Nearly 31, 14,821 candidates have registered for Class 10 and Class 12 board examination to be conducted in 2019. Add to this the ICSE board and the state boards and what you have is a mind boggling 1 crore students! This may be an approximation but to imagine such a big number of students sitting for examinations itself can create stress!
March in India is examination time. Even though all schools conduct their internal annual exams this time, it is the 10th and the 12th board exams that are the most crucial.
The class 10th board exams are the first all India exams that most kids across India take. The pressure and stress to perform and do well, hovers on kids year after year. In fact, sometimes the stress is so high that it not only impacts them mentally but physically too.
Health experts have, from time to time, lashed out at the education system as also the parents and the larger periphery for attaching such significance on exam performance.
So, with March just around the corner, what is it that parents and friends can do that helps children take exams with the right mindset, strength and confidence, without worrying about the outcome.
What is exam stress?
Stress is a negative reaction when excessive pressure/demands are made on a person or situation.
Why is stress created during exams?
Some of the reasons for stress can be the fear of failure, unrealistic expectations set by parents and teachers, a sense of unpreparedness, past feedback, anxiety to perform & competition with other children.
Is stress unrealistic?
Absolutely. Even though it cannot be eliminated completely, the level of stress can be controlled if the child and parents want to. The entire framework around the child, needs to support them. Exams are one of the yardsticks of success, but not the only one.
This mindset has to be drilled inside. A positive urge to perform should be higher than the negative pressure to perform.
How can exam stress be managed?
Set realistic expectations – it is important for the child and parents to sit down and have a realistic conversation. Past performance in school exams can give a fair amount of idea of what to expect from the child. Set the expectations accordingly. Don’t expect overnight miracles to happen. A frank talk will ease off the burden.
Sound sleep and healthy eating –
Often a common phenomenon during exams is that children give up healthy eating habits and sleep minimal in order to focus on studies. A very wrong trend indeed. Cutting down on food intake and not letting the body get adequate sleep will only break it down further. Parents should encourage kids to eat and sleep, so that they are healthier to cope with the exam pressure.
Study breaks are important –
Encourage your child to take adequate study breaks. Ask them to go for a walk, meet friends, watch TV or read a story book or just do nothing – all this helps the mind stay stimulated positively.
Seek timely help –
There are many times that children need help but at the last minute, are shy of asking. Encourage them to seek help even till the last minute. This gives them the confidence of knowledge.
Talk, talk and talk –
Be involved with your child’s preparation. Know what they are studying and how. Their level of preparedness shouldn’t come as a last-minute surprise. The more you talk and tell them your experiences, will their confidence and moral go up.
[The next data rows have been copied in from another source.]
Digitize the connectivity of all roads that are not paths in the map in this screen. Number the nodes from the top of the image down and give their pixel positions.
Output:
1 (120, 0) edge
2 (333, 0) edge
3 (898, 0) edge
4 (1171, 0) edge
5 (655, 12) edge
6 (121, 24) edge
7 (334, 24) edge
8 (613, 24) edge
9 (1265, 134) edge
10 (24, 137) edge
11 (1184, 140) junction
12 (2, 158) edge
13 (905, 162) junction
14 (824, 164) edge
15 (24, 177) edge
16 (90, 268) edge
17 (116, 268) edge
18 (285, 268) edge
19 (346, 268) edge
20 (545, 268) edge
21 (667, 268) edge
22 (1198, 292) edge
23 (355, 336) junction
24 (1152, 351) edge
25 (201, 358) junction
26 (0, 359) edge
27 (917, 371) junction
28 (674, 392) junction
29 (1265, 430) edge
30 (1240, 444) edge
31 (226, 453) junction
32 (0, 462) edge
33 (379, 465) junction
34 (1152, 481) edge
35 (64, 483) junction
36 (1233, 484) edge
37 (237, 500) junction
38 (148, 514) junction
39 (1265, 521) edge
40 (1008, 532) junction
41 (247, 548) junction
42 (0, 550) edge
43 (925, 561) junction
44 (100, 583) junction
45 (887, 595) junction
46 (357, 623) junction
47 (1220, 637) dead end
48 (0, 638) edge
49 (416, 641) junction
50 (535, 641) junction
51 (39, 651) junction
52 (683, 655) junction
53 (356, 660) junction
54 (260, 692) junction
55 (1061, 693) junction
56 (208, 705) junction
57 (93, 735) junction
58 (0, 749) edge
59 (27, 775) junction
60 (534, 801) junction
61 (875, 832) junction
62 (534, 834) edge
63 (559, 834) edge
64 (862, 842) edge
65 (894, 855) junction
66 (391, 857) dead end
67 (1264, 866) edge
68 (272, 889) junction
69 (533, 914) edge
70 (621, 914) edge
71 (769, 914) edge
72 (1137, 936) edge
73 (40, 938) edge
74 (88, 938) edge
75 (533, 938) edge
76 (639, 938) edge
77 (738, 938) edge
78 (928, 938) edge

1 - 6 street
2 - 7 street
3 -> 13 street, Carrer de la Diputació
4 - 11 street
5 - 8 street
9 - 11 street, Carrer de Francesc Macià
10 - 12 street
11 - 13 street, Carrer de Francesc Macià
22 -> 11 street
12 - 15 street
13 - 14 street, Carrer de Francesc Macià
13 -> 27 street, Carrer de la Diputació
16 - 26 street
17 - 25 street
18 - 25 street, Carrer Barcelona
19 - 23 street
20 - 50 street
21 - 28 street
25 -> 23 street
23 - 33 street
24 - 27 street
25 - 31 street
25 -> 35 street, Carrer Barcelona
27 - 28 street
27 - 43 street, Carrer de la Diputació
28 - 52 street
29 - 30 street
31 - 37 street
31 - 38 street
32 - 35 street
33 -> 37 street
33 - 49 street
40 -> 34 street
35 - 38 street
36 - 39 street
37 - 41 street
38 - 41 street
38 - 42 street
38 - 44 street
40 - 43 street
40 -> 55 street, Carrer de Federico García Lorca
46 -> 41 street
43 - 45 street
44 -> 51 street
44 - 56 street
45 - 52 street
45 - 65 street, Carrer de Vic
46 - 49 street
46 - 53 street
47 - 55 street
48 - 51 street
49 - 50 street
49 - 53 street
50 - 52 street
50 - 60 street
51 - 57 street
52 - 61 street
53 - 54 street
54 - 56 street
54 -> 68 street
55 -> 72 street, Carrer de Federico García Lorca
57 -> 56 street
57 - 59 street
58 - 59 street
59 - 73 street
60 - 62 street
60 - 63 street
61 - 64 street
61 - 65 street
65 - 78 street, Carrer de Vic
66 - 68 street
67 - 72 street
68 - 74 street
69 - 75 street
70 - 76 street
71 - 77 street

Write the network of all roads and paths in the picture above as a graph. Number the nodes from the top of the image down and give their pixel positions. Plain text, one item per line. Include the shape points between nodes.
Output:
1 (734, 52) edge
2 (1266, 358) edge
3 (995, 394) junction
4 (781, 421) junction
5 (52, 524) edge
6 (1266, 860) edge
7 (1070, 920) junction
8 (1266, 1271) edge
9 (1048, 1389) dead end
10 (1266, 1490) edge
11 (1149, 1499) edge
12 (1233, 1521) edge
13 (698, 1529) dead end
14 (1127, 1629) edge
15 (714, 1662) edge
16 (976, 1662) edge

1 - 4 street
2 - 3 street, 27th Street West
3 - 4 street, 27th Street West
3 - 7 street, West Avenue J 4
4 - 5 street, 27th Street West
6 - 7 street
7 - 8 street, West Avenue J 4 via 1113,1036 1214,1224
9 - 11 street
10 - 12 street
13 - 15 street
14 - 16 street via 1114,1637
Make a strategy for the way forward, together –
Let your child know that you are with them at each and every step. Discuss their plan, the way they have allocated time to study each subject etc.
Highlight the areas that are strengths for them and let them focus more on them. Demarcate time for the weak areas so that they can be strengthened. Knowledge of areas of improvement is critical – it helps the mind react positively to them. Parents need to ensure this happens in advance and with due diligence. 6 out of 10 students don’t pay attention to their strategy and lose out on marks.
How to attempt a paper, smartly –
Help the children understand how to answer an examination paper. The school must be doing their part, but for parent to get involved in this process is critical too. Suggest them to start with questions/sections that they are most comfortable with. Also, picking on sections with more marks/weightage can help gain and even if there is less time left, the gap in marks can be minimalised.
Post exam openness –
Most times it is the post exam stress that also works strongly on the psyche of kids. Let the know that its ok to make mistakes. And that come what may, you are there with them.
Criticising them will not help. Kids are most vulnerable at such times and they need your backing.
Look out for warning signals –
As a parent and guardian, it is critical to keep your eyes and ears open. Address any issue that you feel is away from normal. Change in appetite, sleep upsets, fever, health issues etc have a reason.
Future does NOT depend upon exam marks only –
A parent needs to be aware of the language, sentences and speech they use. Sometimes, remarks like, ‘Your future depends on this’, ‘what will you do in life if you get less marks’ and ‘look at your friend, is so serious about studies’, can be disastrous. This sets the wrong expectations for kids.
Be mindful of this.
Examinations are just another stepping stone in the larger picture of life. Let it remain at that.